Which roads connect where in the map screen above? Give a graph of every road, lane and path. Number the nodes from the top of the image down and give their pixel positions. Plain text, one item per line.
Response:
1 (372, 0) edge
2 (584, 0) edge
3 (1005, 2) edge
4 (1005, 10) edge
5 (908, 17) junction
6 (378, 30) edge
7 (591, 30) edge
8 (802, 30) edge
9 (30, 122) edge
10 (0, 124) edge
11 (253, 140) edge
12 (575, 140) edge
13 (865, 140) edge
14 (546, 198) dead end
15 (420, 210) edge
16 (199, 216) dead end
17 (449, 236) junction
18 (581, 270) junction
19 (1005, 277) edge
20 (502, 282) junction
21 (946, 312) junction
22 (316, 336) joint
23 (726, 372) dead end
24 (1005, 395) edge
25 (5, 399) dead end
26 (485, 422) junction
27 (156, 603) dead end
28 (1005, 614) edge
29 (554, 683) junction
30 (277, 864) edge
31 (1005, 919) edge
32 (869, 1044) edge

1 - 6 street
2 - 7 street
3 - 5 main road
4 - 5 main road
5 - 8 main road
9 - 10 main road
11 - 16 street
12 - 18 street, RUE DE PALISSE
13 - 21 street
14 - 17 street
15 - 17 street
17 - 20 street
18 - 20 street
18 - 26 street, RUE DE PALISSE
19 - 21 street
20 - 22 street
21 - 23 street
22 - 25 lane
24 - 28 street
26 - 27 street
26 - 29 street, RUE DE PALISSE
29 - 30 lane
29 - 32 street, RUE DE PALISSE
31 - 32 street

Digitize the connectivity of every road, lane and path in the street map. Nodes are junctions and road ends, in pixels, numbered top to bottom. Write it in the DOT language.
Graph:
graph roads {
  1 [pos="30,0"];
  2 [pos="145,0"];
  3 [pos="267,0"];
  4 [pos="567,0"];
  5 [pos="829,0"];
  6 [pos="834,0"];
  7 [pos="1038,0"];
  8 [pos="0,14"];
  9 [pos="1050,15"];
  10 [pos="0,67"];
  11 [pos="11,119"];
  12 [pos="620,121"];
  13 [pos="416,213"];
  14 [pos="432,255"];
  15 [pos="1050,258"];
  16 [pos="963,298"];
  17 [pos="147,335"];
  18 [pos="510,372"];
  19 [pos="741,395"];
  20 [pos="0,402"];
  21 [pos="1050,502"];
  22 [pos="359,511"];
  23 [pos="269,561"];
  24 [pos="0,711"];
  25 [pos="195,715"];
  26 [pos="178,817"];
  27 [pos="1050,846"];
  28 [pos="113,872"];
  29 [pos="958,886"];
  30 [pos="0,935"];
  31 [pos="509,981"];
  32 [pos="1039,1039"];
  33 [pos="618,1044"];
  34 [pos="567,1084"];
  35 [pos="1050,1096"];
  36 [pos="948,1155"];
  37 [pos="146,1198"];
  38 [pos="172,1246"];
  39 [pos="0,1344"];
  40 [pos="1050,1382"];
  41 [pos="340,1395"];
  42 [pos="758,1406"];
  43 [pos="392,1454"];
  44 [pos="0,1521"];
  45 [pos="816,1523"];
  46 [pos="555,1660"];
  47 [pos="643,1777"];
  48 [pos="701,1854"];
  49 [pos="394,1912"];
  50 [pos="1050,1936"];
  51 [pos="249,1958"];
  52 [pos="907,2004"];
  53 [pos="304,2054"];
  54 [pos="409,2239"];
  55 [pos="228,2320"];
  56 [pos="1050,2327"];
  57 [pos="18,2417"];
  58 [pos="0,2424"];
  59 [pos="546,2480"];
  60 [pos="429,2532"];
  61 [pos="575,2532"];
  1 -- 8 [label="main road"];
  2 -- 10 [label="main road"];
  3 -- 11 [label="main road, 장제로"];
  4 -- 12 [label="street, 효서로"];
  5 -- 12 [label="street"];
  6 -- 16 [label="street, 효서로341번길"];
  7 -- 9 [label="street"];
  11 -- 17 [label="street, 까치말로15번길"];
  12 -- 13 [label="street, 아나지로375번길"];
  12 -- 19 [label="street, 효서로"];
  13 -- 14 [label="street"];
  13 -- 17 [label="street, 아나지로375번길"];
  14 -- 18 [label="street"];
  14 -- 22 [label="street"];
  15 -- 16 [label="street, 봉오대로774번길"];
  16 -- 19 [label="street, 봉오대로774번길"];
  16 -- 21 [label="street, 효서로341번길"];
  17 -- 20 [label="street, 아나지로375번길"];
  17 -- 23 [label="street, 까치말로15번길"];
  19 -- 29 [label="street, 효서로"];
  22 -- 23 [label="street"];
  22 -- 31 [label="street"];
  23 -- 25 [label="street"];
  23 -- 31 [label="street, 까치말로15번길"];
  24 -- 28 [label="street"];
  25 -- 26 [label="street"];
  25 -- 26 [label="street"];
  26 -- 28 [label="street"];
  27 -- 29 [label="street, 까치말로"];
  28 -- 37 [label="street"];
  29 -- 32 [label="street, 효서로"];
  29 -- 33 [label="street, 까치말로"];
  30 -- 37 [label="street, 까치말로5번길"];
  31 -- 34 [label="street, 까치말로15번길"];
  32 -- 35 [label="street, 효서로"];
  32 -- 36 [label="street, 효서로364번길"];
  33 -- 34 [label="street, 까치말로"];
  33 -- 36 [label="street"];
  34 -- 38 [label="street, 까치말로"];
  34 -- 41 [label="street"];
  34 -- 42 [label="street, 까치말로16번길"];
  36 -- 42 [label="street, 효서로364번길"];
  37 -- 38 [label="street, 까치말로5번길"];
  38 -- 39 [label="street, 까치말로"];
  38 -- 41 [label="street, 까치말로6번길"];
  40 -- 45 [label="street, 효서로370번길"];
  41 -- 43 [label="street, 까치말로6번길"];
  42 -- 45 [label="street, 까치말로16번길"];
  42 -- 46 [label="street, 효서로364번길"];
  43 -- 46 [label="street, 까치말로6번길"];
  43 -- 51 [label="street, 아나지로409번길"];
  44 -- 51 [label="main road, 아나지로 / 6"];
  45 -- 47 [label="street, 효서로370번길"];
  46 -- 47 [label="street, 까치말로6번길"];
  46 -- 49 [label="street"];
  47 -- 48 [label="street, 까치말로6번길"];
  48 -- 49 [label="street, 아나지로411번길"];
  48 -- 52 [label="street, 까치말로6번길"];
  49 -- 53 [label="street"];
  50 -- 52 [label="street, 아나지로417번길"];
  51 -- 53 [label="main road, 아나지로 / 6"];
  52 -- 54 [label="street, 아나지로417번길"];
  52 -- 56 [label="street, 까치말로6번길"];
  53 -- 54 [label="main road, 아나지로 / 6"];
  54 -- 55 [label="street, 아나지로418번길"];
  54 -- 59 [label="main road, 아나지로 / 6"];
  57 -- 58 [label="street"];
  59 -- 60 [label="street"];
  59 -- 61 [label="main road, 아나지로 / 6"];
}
.....
• _Exercise prompt_
Nothing is to be altered; retype each entry exactly.

• _Response box_
Which roads connect where in the map screen above? Give a graph of every road, lane and path. Number the nodes from the top of the image down and give their pixel positions. Plain text, one item per line.
Response:
1 (372, 0) edge
2 (584, 0) edge
3 (1005, 2) edge
4 (1005, 10) edge
5 (908, 17) junction
6 (378, 30) edge
7 (591, 30) edge
8 (802, 30) edge
9 (30, 122) edge
10 (0, 124) edge
11 (253, 140) edge
12 (575, 140) edge
13 (865, 140) edge
14 (546, 198) dead end
15 (420, 210) edge
16 (199, 216) dead end
17 (449, 236) junction
18 (581, 270) junction
19 (1005, 277) edge
20 (502, 282) junction
21 (946, 312) junction
22 (316, 336) joint
23 (726, 372) dead end
24 (1005, 395) edge
25 (5, 399) dead end
26 (485, 422) junction
27 (156, 603) dead end
28 (1005, 614) edge
29 (554, 683) junction
30 (277, 864) edge
31 (1005, 919) edge
32 (869, 1044) edge

1 - 6 street
2 - 7 street
3 - 5 main road
4 - 5 main road
5 - 8 main road
9 - 10 main road
11 - 16 street
12 - 18 street, RUE DE PALISSE
13 - 21 street
14 - 17 street
15 - 17 street
17 - 20 street
18 - 20 street
18 - 26 street, RUE DE PALISSE
19 - 21 street
20 - 22 street
21 - 23 street
22 - 25 lane
24 - 28 street
26 - 27 street
26 - 29 street, RUE DE PALISSE
29 - 30 lane
29 - 32 street, RUE DE PALISSE
31 - 32 street

Digitize the connectivity of every road, lane and path in the street map. Nodes are junctions and road ends, in pixels, numbered top to bottom. Write it in the DOT language.
Graph:
graph roads {
  1 [pos="30,0"];
  2 [pos="145,0"];
  3 [pos="267,0"];
  4 [pos="567,0"];
  5 [pos="829,0"];
  6 [pos="834,0"];
  7 [pos="1038,0"];
  8 [pos="0,14"];
  9 [pos="1050,15"];
  10 [pos="0,67"];
  11 [pos="11,119"];
  12 [pos="620,121"];
  13 [pos="416,213"];
  14 [pos="432,255"];
  15 [pos="1050,258"];
  16 [pos="963,298"];
  17 [pos="147,335"];
  18 [pos="510,372"];
  19 [pos="741,395"];
  20 [pos="0,402"];
  21 [pos="1050,502"];
  22 [pos="359,511"];
  23 [pos="269,561"];
  24 [pos="0,711"];
  25 [pos="195,715"];
  26 [pos="178,817"];
  27 [pos="1050,846"];
  28 [pos="113,872"];
  29 [pos="958,886"];
  30 [pos="0,935"];
  31 [pos="509,981"];
  32 [pos="1039,1039"];
  33 [pos="618,1044"];
  34 [pos="567,1084"];
  35 [pos="1050,1096"];
  36 [pos="948,1155"];
  37 [pos="146,1198"];
  38 [pos="172,1246"];
  39 [pos="0,1344"];
  40 [pos="1050,1382"];
  41 [pos="340,1395"];
  42 [pos="758,1406"];
  43 [pos="392,1454"];
  44 [pos="0,1521"];
  45 [pos="816,1523"];
  46 [pos="555,1660"];
  47 [pos="643,1777"];
  48 [pos="701,1854"];
  49 [pos="394,1912"];
  50 [pos="1050,1936"];
  51 [pos="249,1958"];
  52 [pos="907,2004"];
  53 [pos="304,2054"];
  54 [pos="409,2239"];
  55 [pos="228,2320"];
  56 [pos="1050,2327"];
  57 [pos="18,2417"];
  58 [pos="0,2424"];
  59 [pos="546,2480"];
  60 [pos="429,2532"];
  61 [pos="575,2532"];
  1 -- 8 [label="main road"];
  2 -- 10 [label="main road"];
  3 -- 11 [label="main road, 장제로"];
  4 -- 12 [label="street, 효서로"];
  5 -- 12 [label="street"];
  6 -- 16 [label="street, 효서로341번길"];
  7 -- 9 [label="street"];
  11 -- 17 [label="street, 까치말로15번길"];
  12 -- 13 [label="street, 아나지로375번길"];
  12 -- 19 [label="street, 효서로"];
  13 -- 14 [label="street"];
  13 -- 17 [label="street, 아나지로375번길"];
  14 -- 18 [label="street"];
  14 -- 22 [label="street"];
  15 -- 16 [label="street, 봉오대로774번길"];
  16 -- 19 [label="street, 봉오대로774번길"];
  16 -- 21 [label="street, 효서로341번길"];
  17 -- 20 [label="street, 아나지로375번길"];
  17 -- 23 [label="street, 까치말로15번길"];
  19 -- 29 [label="street, 효서로"];
  22 -- 23 [label="street"];
  22 -- 31 [label="street"];
  23 -- 25 [label="street"];
  23 -- 31 [label="street, 까치말로15번길"];
  24 -- 28 [label="street"];
  25 -- 26 [label="street"];
  25 -- 26 [label="street"];
  26 -- 28 [label="street"];
  27 -- 29 [label="street, 까치말로"];
  28 -- 37 [label="street"];
  29 -- 32 [label="street, 효서로"];
  29 -- 33 [label="street, 까치말로"];
  30 -- 37 [label="street, 까치말로5번길"];
  31 -- 34 [label="street, 까치말로15번길"];
  32 -- 35 [label="street, 효서로"];
  32 -- 36 [label="street, 효서로364번길"];
  33 -- 34 [label="street, 까치말로"];
  33 -- 36 [label="street"];
  34 -- 38 [label="street, 까치말로"];
  34 -- 41 [label="street"];
  34 -- 42 [label="street, 까치말로16번길"];
  36 -- 42 [label="street, 효서로364번길"];
  37 -- 38 [label="street, 까치말로5번길"];
  38 -- 39 [label="street, 까치말로"];
  38 -- 41 [label="street, 까치말로6번길"];
  40 -- 45 [label="street, 효서로370번길"];
  41 -- 43 [label="street, 까치말로6번길"];
  42 -- 45 [label="street, 까치말로16번길"];
  42 -- 46 [label="street, 효서로364번길"];
  43 -- 46 [label="street, 까치말로6번길"];
  43 -- 51 [label="street, 아나지로409번길"];
  44 -- 51 [label="main road, 아나지로 / 6"];
  45 -- 47 [label="street, 효서로370번길"];
  46 -- 47 [label="street, 까치말로6번길"];
  46 -- 49 [label="street"];
  47 -- 48 [label="street, 까치말로6번길"];
  48 -- 49 [label="street, 아나지로411번길"];
  48 -- 52 [label="street, 까치말로6번길"];
  49 -- 53 [label="street"];
  50 -- 52 [label="street, 아나지로417번길"];
  51 -- 53 [label="main road, 아나지로 / 6"];
  52 -- 54 [label="street, 아나지로417번길"];
  52 -- 56 [label="street, 까치말로6번길"];
  53 -- 54 [label="main road, 아나지로 / 6"];
  54 -- 55 [label="street, 아나지로418번길"];
  54 -- 59 [label="main road, 아나지로 / 6"];
  57 -- 58 [label="street"];
  59 -- 60 [label="street"];
  59 -- 61 [label="main road, 아나지로 / 6"];
}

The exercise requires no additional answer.